His argument is disarming and provocative, but wrong on all counts. He does not acknowledge that the U.S. Constitution is what made America great in the first place, so it is easy for him to say that replacing it with a pseudo-constitution would ‘fix’ our problems. ⁃ TN Editor
If the American Century is the past, geopolitical analyst Parag Khanna studies the future. A “new global order has arrived,” he declared in a hotly debated 2008 essay, “Waving Goodbye to Hegemony,” marking the rise of Europe and China as new pillars of a multipolar world. The intervening years have largely proved him correct.

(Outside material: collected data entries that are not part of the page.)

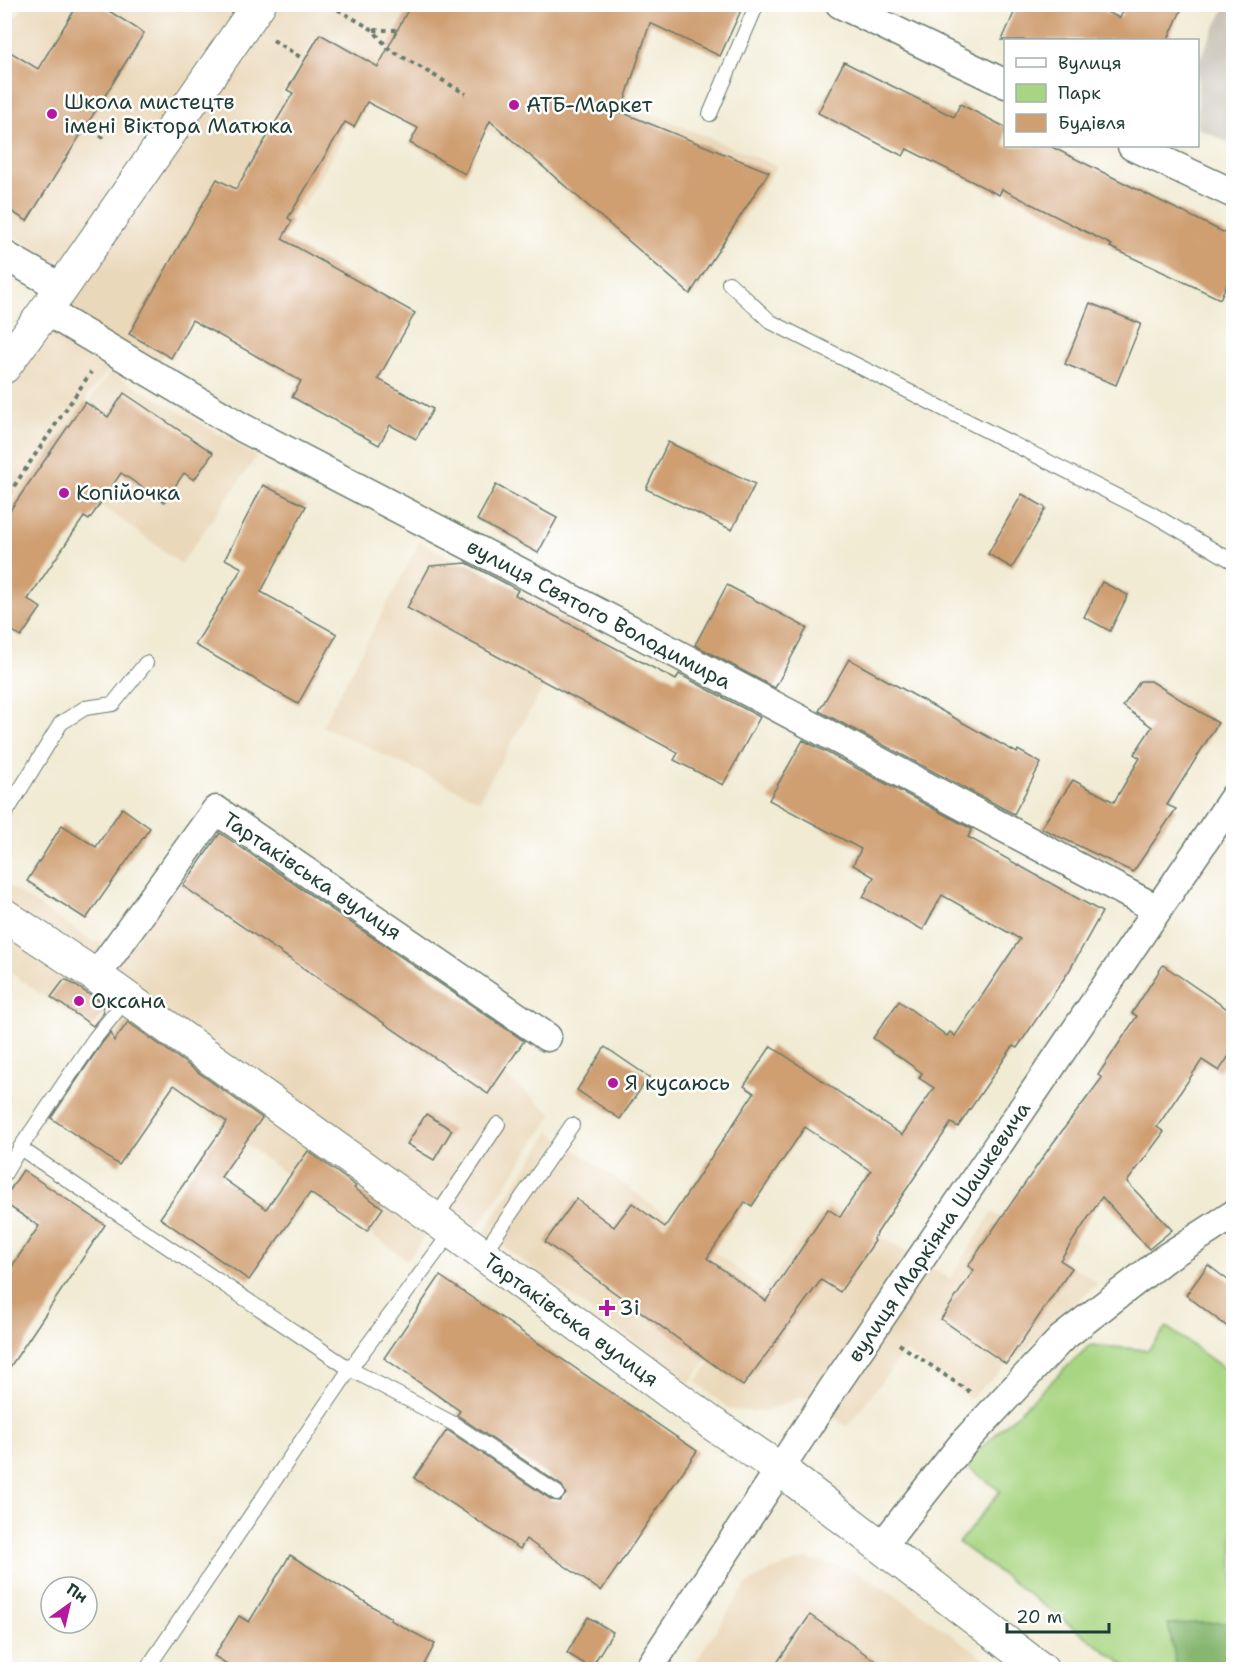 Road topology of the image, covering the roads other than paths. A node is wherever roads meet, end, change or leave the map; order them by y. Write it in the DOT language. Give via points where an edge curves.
graph roads {
  1 [pos="259,4"];
  2 [pos="757,4"];
  3 [pos="840,4"];
  4 [pos="1004,84"];
  5 [pos="710,114"];
  6 [pos="1134,147"];
  7 [pos="1233,194"];
  8 [pos="4,255"];
  9 [pos="729,283"];
  10 [pos="53,299"];
  11 [pos="4,367"];
  12 [pos="1233,562"];
  13 [pos="146,663"];
  14 [pos="1233,797"];
  15 [pos="4,816"];
  16 [pos="1157,909"];
  17 [pos="4,915"];
  18 [pos="96,976"];
  19 [pos="127,998"];
  20 [pos="547,1037"];
  21 [pos="498,1124"];
  22 [pos="572,1125"];
  23 [pos="20,1148"];
  24 [pos="4,1175"];
  25 [pos="1233,1214"];
  26 [pos="443,1225"];
  27 [pos="483,1255"];
  28 [pos="350,1369"];
  29 [pos="781,1470"];
  30 [pos="557,1493"];
  31 [pos="881,1547"];
  32 [pos="146,1670"];
  33 [pos="648,1670"];
  34 [pos="1042,1670"];
  1 -- 10 [label="street"];
  2 -- 5 [label="lane"];
  3 -- 4 [label="street"];
  6 -- 7 [label="street"];
  8 -- 10 [label="street, вулиця Святого Володимира"];
  9 -- 12 [label="lane" via="771,322 1152,514"];
  10 -- 11 [label="street"];
  10 -- 16 [label="street, вулиця Святого Володимира" via="108,347 243,428"];
  13 -- 15 [label="lane" via="113,704 85,708 61,723"];
  14 -- 16 [label="street, вулиця Маркіяна Шашкевича"];
  16 -- 29 [label="street, вулиця Маркіяна Шашкевича"];
  17 -- 18 [label="street, Тартаківська вулиця"];
  18 -- 19 [label="street, Тартаківська вулиця"];
  18 -- 20 [label="street, Тартаківська вулиця" via="216,810"];
  19 -- 23 [label="lane"];
  19 -- 26 [label="street, Тартаківська вулиця"];
  21 -- 26 [label="lane"];
  22 -- 27 [label="lane"];
  23 -- 24 [label="lane"];
  23 -- 28 [label="lane"];
  25 -- 31 [label="street" via="1164,1258 1061,1339 965,1441"];
  26 -- 27 [label="street, Тартаківська вулиця"];
  26 -- 28 [label="lane"];
  27 -- 29 [label="street, Тартаківська вулиця"];
  28 -- 30 [label="lane" via="454,1424"];
  28 -- 32 [label="lane"];
  29 -- 31 [label="street, Тартаківська вулиця"];
  29 -- 33 [label="street, вулиця Маркіяна Шашкевича"];
  31 -- 34 [label="street, Тартаківська вулиця"];
}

Khanna, of course, has a uniquely global perspective: born in India, raised in the United Arab Emirates, educated in New York and Washington. A policy-wonk wunderkind, he held jobs at the Council on Foreign Relations, World Economic Forum, and the Brookings Institution before publishing his first book at the age of 30. Critics bristled at his precociousness, but Khanna barreled on, picking up fellowships and consulting gigs, hosting an MTV show, and advising U.S. special forces in Iraq and Afghanistan.
The rise of Donald Trump has, in many ways, accelerated the trends Khanna identified earlier in his career—and made him even more skeptical of American governance. Now in his 40s and living in Singapore, the peripatetic think tanker hopped on the phone with Fast Company to talk politics, power, and how to save the presidency from the president.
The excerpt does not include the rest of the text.